■ Exercise ■
Copy all the lines of the data that include the word "Рудничная".

-------- Given records

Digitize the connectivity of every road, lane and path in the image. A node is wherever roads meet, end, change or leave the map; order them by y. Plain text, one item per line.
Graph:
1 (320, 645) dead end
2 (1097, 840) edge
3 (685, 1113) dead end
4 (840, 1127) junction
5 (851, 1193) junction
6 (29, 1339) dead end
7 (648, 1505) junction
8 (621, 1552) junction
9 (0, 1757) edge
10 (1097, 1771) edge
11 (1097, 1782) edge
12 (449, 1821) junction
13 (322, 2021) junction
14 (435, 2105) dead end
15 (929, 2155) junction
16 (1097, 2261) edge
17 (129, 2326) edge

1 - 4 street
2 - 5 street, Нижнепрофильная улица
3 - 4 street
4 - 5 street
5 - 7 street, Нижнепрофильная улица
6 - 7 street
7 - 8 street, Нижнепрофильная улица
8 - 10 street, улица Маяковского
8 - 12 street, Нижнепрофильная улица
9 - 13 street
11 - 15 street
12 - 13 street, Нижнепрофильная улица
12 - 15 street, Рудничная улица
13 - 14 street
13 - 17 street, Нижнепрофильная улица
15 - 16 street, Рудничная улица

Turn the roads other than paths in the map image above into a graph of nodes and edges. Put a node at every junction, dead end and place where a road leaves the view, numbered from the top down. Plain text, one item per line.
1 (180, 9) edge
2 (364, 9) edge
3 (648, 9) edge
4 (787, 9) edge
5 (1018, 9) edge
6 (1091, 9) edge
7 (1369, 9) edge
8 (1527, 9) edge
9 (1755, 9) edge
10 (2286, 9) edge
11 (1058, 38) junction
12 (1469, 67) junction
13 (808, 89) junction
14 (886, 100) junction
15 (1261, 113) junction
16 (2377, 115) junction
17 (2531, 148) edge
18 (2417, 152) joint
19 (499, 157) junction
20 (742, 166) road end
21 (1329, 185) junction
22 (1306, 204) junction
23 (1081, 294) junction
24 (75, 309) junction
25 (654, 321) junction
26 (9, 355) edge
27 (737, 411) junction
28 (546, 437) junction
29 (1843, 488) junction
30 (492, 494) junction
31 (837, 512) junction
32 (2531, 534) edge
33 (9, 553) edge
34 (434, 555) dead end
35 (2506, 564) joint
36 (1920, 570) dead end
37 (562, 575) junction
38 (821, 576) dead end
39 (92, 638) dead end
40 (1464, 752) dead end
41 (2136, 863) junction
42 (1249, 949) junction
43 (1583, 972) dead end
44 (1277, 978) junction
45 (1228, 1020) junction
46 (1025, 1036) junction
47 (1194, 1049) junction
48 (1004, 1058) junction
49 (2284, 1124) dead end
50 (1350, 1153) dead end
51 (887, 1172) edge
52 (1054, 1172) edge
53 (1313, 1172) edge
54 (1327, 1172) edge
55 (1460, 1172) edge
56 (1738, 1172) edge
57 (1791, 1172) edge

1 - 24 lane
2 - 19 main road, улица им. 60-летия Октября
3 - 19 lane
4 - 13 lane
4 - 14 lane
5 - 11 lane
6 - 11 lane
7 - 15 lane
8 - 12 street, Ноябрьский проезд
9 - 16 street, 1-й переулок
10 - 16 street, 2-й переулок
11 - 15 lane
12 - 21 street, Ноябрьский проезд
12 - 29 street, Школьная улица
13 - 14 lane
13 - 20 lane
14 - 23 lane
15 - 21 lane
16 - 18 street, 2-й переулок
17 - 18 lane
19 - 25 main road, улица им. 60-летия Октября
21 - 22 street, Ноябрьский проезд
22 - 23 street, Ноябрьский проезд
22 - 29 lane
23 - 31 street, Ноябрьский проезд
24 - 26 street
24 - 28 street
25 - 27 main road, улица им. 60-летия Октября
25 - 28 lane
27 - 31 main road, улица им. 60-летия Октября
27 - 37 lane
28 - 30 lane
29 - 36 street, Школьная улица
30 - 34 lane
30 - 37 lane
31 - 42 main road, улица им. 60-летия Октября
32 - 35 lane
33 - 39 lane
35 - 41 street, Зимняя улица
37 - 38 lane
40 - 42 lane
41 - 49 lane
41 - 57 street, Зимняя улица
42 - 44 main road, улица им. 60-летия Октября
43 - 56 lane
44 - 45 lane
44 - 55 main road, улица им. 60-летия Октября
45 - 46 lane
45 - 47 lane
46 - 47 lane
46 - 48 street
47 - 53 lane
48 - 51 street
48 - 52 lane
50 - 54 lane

----------------

■ Output below ■
12 - 15 street, Рудничная улица
15 - 16 street, Рудничная улица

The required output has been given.